La résécabilité a un aspect à la fois technique (c’est-à-dire une forte probabilité d’obtenir une résection R0) et oncologique (c’est-à-dire un faible risque de maladie occulte). Sur la base d’une revue systématique de la littérature, d’une procédure Delphi auprès de chirurgien·nes expérimenté·es et de 104cas réels, un panel d’experts paneuropéens a défini la résécabilité au stadeIII du cancer du poumon non à petites cellules (CPNPC) selon une approche nuancée tenant compte de facteurs tels que l’extension de la maladie dans les catégories T et N.1 Une situation T3 peut par exemple exister en raison de la taille de la tumeur, de la présence de foyers satellites ou d’une croissance invasive. Selon cette classification, il n’est pas pertinent de proposer une opération en cas de N2 avec une atteinte ganglionnaire pouvant être considérée comme volumineuse («bulky»), ni en cas de N2 avec une atteinte ganglionnaire de plusieurs stations en dehors du cadre d’une étude expérimentale. Dans la catégorie T3, il semble y avoir une résécabilité en cas d’infiltration de la paroi thoracique, mais pas en cas d’infiltration du plexus brachial. Dans la catégorie T4, les patient·es présentant une infiltration de l’œsophage et de la moelle épinière ont été considéré·es comme inopérables, tandis que les cas où le cœur ou les vertèbres sont touchés doivent être discutés. Dans ce cas, la décision dépend de l’expertise de l’équipe et de l’étendue de la maladie.

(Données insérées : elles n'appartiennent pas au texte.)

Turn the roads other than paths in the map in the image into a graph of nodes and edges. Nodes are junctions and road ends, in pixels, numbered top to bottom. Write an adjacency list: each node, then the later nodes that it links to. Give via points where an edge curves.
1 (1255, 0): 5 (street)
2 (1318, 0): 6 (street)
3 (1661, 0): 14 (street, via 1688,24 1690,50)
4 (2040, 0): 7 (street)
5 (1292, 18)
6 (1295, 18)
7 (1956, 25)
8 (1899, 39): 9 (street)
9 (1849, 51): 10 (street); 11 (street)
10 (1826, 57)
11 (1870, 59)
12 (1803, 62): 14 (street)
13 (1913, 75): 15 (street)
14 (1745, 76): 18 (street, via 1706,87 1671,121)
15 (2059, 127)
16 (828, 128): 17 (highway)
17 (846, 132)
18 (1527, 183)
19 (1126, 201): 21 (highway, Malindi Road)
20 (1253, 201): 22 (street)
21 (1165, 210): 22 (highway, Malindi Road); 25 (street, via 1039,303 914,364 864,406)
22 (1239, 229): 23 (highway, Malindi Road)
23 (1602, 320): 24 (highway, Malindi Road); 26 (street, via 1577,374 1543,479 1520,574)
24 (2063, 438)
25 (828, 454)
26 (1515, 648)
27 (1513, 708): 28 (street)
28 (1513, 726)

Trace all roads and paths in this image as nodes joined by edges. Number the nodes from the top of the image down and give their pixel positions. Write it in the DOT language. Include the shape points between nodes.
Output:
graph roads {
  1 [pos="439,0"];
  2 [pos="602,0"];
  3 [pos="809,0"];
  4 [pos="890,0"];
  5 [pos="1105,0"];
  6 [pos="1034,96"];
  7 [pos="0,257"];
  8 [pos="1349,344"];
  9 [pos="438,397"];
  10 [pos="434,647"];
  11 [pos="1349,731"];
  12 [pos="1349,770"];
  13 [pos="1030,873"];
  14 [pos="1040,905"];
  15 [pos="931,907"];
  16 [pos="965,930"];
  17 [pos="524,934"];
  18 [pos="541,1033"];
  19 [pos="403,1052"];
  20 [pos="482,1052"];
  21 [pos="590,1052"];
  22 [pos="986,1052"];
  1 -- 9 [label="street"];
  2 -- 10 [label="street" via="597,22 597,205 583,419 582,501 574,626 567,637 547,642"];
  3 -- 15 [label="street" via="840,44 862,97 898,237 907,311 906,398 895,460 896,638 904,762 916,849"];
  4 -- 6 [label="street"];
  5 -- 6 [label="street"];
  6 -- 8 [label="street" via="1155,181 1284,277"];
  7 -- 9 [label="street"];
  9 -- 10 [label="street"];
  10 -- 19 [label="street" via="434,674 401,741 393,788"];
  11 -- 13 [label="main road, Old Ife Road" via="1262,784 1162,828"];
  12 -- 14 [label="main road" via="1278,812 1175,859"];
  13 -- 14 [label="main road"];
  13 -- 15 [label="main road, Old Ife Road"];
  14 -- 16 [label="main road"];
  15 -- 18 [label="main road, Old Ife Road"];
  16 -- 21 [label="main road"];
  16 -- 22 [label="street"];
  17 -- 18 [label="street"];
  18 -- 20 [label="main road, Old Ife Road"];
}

Avant l’ère de l’immunothérapie, le traitement néoadjuvant au stadeIII n’était effectué que lorsqu’une seule station ganglionnaire était touchée et que l’atteinte ganglionnaire était jugée non invasive et non volumineuse. Ce scénario a changé en raison de l’amélioration du contrôle locorégional grâce à l’immunothérapie. Le contrôle locorégional est très important, car, d’une part, les récidives locales sont souvent difficiles à traiter après une opération ou une radiothérapie et, d’autre part, la survie globale peut être prolongée même chez les patient·es qui n’ont pas obtenu de rémission pathologique complète. En effet, les taux de résection après une chimio-immunothérapie néoadjuvante sont très élevés, allant de 83,2% (CheckMate 816) à 94,7% (AEGEAN) dans les études.2 Ces pourcentages dépassaient les résultats pouvant être obtenus avec une chimiothérapie standard, et le nombre de lobectomies était plus élevé.
Problèmes techniques
Bien entendu, la résécabilité a ses limites et il est impossible de prédire la qualité des tissus après un traitement néoadjuvant. Idéalement, plusieurs analyses de coupes congelées devraient être effectuées pendant l’opération. C’est particulièrement important, car les structures entourant la tumeur peuvent être modifiées par des réactions inflammatoires provoquées par l’immunothérapie. Il est donc nécessaire d’inspecter les tissus environnants et l’analyse des coupes congelées permet de s’assurer que la résection est effectuée au bon endroit et dans une mesure adéquate. Compte tenu de la thématique de l’inflammation induite par le traitement, l’ampleur réelle de l’opération peut, dans certains cas, différer de l’intervention initialement prévue. Il est donc nécessaire que les patient·es soient suffisamment aptes à subir des résections plus importantes.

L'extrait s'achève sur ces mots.